Sometime during the late 60s or maybe early 70s, I added a Pentax Spotmatic single lens reflex. That camera served me well for many years and has been retired to my curio cabinet now for a couple of decades or more. The Spotmatic was followed by another Pentax; also a single lens reflex. It could handle multiple lenses so I added a Pentax wide angle and a telephoto lens. Had a lot of fun with that camera and it accompanied me on a lot of canoe trips in Illinois, Wisconsin, Minnesota and Montana.
When the digital age dawned I bought a Nikon Coolpix 950 in the late 90s. I carried that baby on a couple of trips to Australia where it definitely proved its worth and let me take a lot of photos at a very low cost. Used it for several years taking photos all around Washington and into Alberta and British Columbia, Canada.
In 2005 I bought my first DSLR, which was a Nikon D50. The first big outing with that camera was a five-day canoe trip of the Bowren Lakes in British Columbia, Canada. The electronics in that poor camera did not stand up to five days of unrelenting rain though it was never exposed to direct contact with water. The humidity and continued dampness did it in.
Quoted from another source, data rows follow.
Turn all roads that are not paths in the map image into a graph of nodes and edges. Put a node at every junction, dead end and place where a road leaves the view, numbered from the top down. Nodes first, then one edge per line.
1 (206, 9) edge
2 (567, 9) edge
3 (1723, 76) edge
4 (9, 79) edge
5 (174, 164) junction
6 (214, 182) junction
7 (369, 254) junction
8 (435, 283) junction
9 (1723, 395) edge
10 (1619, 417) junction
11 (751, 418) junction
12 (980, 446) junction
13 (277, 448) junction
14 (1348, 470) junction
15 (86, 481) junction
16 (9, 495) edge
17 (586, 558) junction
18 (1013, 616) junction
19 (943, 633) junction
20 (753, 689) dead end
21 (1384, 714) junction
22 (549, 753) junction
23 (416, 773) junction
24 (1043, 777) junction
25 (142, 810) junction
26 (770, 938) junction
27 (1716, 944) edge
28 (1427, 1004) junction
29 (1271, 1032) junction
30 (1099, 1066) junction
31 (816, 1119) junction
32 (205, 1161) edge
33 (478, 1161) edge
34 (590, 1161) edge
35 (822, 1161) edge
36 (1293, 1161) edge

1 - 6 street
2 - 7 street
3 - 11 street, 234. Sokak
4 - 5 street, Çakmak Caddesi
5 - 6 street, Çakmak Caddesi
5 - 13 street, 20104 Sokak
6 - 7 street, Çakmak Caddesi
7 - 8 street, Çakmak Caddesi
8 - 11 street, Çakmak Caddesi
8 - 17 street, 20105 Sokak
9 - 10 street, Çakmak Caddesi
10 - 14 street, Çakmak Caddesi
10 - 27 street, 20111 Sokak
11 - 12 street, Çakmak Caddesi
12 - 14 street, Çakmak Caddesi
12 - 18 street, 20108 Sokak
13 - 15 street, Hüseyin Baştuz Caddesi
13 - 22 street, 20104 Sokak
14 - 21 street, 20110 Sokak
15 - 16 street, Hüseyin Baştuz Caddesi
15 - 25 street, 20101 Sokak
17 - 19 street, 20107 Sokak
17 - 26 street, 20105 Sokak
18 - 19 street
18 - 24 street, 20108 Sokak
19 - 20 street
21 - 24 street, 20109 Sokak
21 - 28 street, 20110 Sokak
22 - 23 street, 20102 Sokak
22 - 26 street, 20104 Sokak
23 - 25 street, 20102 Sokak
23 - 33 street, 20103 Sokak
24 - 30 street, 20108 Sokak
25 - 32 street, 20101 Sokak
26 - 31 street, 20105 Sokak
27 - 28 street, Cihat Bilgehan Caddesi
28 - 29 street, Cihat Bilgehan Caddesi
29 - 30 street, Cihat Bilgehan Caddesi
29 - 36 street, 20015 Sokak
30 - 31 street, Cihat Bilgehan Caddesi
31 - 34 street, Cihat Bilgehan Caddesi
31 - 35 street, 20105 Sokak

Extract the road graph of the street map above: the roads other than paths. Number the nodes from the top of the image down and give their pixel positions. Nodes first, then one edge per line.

But I replaced it with another D50 that served me well until I eventually gave it to my granddaughter.
I replaced the D50 with a Nikon D200 in the fall of 2006 and a year later added a Nikon D300 and then a Nikon D800 in 2012.
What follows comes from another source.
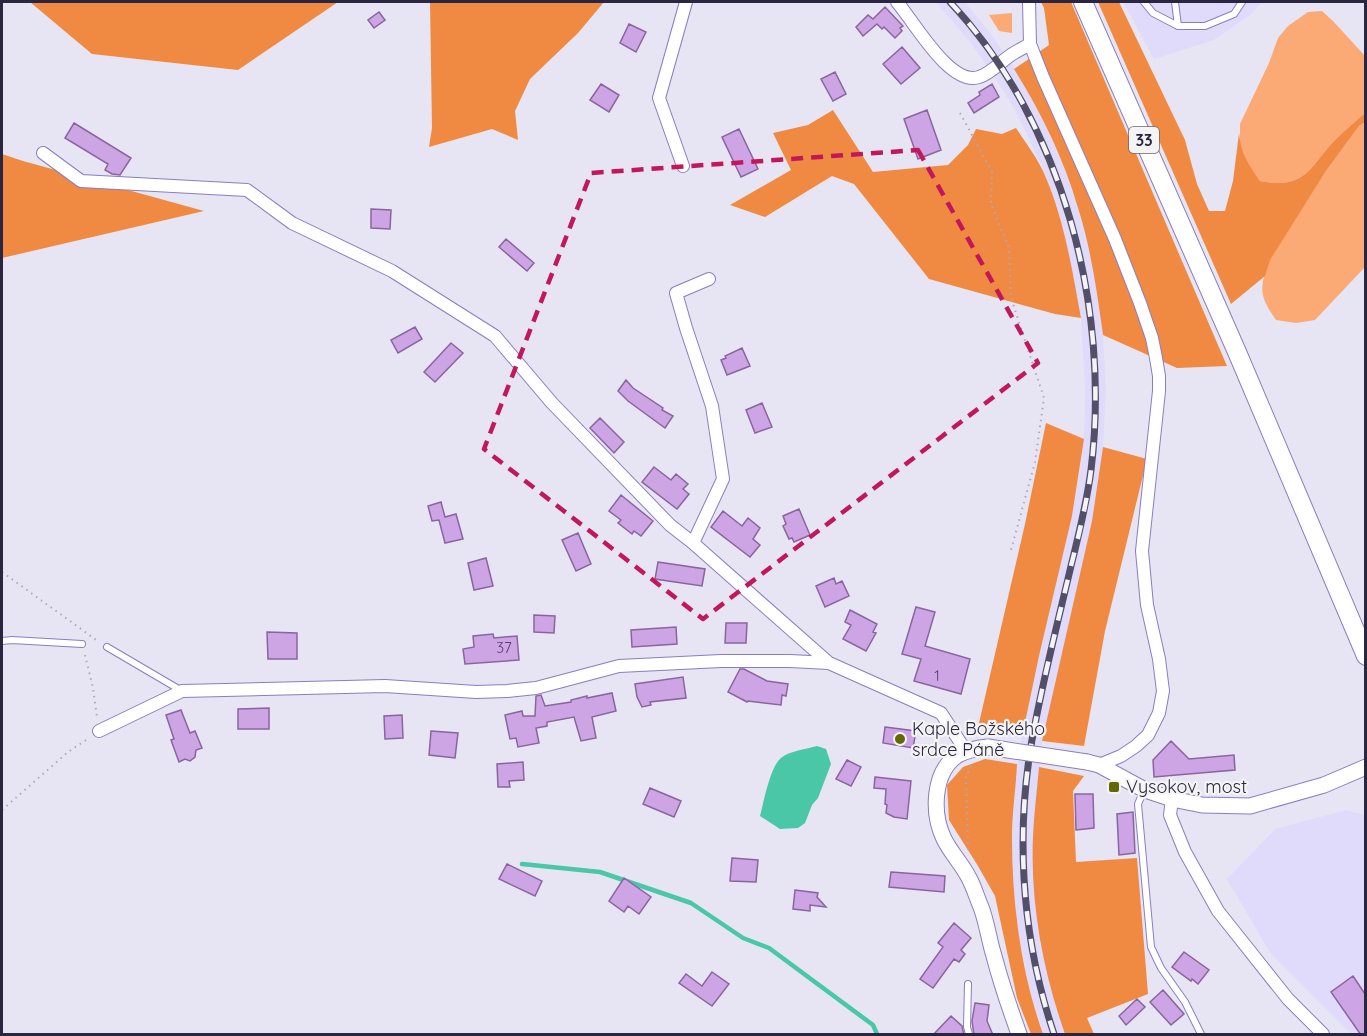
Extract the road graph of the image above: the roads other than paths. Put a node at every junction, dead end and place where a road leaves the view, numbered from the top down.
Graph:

I’ve never thought of myself as a professional photographer though just about every job I ever held required the use of a camera and my skills as a photojournalist. I guess the term photojournalist best describs my approach to photography.
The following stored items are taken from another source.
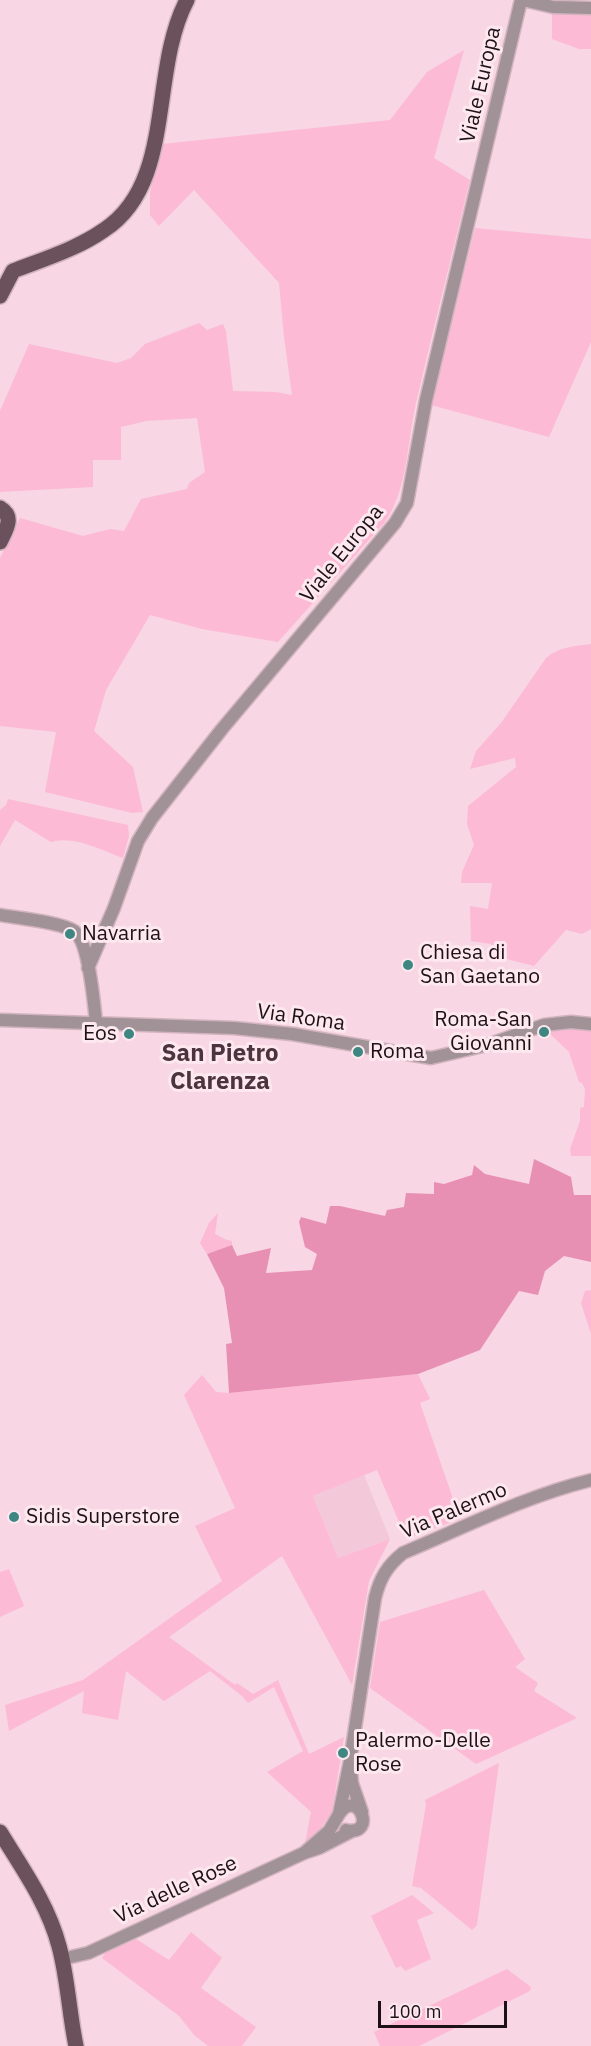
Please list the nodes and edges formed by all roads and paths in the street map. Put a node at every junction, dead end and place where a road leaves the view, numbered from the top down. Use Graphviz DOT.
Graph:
graph roads {
  1 [pos="187,0"];
  2 [pos="522,0"];
  3 [pos="591,8"];
  4 [pos="0,296"];
  5 [pos="0,508"];
  6 [pos="0,542"];
  7 [pos="0,915"];
  8 [pos="75,932"];
  9 [pos="100,941"];
  10 [pos="88,968"];
  11 [pos="0,1020"];
  12 [pos="96,1022"];
  13 [pos="591,1024"];
  14 [pos="591,1480"];
  15 [pos="350,1761"];
  16 [pos="363,1814"];
  17 [pos="339,1815"];
  18 [pos="352,1831"];
  19 [pos="0,1832"];
  20 [pos="304,1853"];
  21 [pos="62,1959"];
  22 [pos="76,2046"];
  1 -- 4 [label="main road"];
  2 -- 3 [label="street"];
  2 -- 9 [label="street, Viale Europa"];
  5 -- 6 [label="main road"];
  7 -- 8 [label="street"];
  8 -- 9 [label="street"];
  8 -- 10 [label="street"];
  9 -- 10 [label="street, Viale Europa"];
  10 -- 12 [label="street"];
  11 -- 12 [label="street, Via Roma"];
  12 -- 13 [label="street, Via Roma"];
  14 -- 15 [label="street, Via Palermo"];
  15 -- 16 [label="street"];
  15 -- 17 [label="street"];
  16 -- 17 [label="street"];
  16 -- 18 [label="street"];
  17 -- 18 [label="street"];
  17 -- 20 [label="street"];
  18 -- 20 [label="street"];
  19 -- 21 [label="main road"];
  20 -- 21 [label="street, Via delle Rose"];
  21 -- 22 [label="main road"];
}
During my working career most of my photography was related to articles I wrote for various corporate publications and therefore was a part of telling a story whether it was about an individual employee, a new product, or major corporate operation.
Today, I most enjoy combining photography with traveling throughout the northwest in the states of Idaho, Montana, Oregon, Washington, Wyoming and the province of British Columbia, Canada.
Many, but not nearly all, of my photos are published on Internet properties that I built and maintain to provide travel information for vacationers, holiday travelers, business travelers and folks just wanting to get away for a weekend. In addition to his web site, my other Internet properties include gonorthwest.com, which is my main web site and functions much like a directory providing listings for various travel and hospitality businesses and associations like hotels, cabins, rafting and kayaking outfitters, whale watching tours, jet boat trips, convention and tourism bureaus and travel associations.
I also have a travel blog at gonorthwest.us, where I like to post comments about places I’ve been, people I’ve met and sites I enjoy. And then there is a photo blog at shotsandspots.com, where I like to provide readers with a bit of information about the shot as well as the spot where the photo was taken.
Not every day is a sunny day, neither figuratively or literally. As you know or might expect, weather in the Northwest is quite diverse as well as the topography which ranges from sandy beaches on the coast of the Pacific Ocean to plains, prairies and deserts and then to deep evergreen forests and soaring mountains. And in respect to weather, I take what I can get as I’m not always in the best spot to capture a beautiful sunrise or sunset or even the best light of early morning or late afternoon. I take what I can get and just enjoy being in the moment with whatever location in which I find myself. In many respect, all is beautiful.
But I also enjoy candid photos of people at their jobs whether the person is a barista at a coffee house, a waitress at a restaurant or a ranger or public information employee at a National Park.
That’s my story. Thank you for reading this far. I hope you enjoy the photographs you find at this site and will be encouraged to follow your own photography interests even farther.